Saved data entries:
#####
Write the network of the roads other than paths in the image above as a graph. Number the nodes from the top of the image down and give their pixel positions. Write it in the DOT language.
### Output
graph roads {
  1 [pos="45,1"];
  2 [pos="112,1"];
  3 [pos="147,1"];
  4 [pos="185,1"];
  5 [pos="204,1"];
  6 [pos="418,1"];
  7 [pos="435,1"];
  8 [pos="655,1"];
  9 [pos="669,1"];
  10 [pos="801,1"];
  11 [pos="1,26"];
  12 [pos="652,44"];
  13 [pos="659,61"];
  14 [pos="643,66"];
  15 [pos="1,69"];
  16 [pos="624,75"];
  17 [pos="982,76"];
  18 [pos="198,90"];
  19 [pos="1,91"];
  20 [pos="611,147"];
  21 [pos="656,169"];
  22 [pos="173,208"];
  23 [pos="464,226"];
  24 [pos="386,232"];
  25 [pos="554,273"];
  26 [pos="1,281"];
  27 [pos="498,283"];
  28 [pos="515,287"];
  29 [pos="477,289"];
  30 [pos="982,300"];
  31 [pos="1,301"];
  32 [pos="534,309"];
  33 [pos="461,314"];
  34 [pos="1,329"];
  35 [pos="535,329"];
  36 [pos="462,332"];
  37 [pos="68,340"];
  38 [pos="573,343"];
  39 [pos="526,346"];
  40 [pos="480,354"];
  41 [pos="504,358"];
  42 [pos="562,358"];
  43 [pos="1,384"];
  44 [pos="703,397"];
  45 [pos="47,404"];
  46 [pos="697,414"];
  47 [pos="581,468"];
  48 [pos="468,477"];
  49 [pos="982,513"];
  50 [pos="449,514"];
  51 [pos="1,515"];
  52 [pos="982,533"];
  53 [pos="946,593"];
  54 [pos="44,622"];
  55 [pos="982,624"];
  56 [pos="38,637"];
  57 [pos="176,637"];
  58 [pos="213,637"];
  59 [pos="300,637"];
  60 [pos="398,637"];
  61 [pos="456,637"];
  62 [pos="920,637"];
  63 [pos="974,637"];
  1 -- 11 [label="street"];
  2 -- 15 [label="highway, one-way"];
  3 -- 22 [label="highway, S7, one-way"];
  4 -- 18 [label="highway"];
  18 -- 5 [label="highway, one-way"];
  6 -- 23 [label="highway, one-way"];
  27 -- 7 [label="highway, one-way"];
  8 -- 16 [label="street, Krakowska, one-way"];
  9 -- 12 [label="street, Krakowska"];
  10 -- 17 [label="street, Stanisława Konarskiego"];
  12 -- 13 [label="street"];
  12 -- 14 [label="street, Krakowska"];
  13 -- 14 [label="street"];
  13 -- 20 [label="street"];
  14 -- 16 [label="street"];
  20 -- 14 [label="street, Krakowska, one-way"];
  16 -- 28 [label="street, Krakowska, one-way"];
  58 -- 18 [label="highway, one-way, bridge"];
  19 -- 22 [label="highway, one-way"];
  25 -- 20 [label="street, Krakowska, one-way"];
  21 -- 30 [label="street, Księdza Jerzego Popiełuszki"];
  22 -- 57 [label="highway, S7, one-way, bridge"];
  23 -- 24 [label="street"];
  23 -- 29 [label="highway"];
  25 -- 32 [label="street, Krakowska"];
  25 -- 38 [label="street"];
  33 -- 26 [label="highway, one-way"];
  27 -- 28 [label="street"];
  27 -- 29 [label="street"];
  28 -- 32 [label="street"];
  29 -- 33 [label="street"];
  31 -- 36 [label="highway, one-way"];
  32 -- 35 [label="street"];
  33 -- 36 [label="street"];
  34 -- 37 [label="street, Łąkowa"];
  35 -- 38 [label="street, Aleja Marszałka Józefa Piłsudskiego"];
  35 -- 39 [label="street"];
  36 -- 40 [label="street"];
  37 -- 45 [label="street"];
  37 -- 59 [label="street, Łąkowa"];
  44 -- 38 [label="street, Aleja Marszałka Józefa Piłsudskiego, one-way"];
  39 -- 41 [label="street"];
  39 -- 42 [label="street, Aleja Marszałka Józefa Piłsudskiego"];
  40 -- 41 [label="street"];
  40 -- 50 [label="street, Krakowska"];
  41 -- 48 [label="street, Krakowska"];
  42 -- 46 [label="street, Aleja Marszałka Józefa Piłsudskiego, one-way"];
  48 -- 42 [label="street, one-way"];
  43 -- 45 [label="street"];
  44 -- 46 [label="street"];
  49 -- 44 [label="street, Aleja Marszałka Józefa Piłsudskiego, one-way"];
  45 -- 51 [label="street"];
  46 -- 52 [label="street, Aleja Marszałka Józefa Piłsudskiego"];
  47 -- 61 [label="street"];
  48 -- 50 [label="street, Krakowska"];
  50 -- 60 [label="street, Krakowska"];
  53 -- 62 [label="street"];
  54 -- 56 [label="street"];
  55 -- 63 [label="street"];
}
#####
[WHAT YOU WILL DO] In the entries above, find each line with the string "highway" and copy it.

[THE ANSWER]
  2 -- 15 [label="highway, one-way"];
  3 -- 22 [label="highway, S7, one-way"];
  4 -- 18 [label="highway"];
  18 -- 5 [label="highway, one-way"];
  6 -- 23 [label="highway, one-way"];
  27 -- 7 [label="highway, one-way"];
  58 -- 18 [label="highway, one-way, bridge"];
  19 -- 22 [label="highway, one-way"];
  22 -- 57 [label="highway, S7, one-way, bridge"];
  23 -- 29 [label="highway"];
  33 -- 26 [label="highway, one-way"];
  31 -- 36 [label="highway, one-way"];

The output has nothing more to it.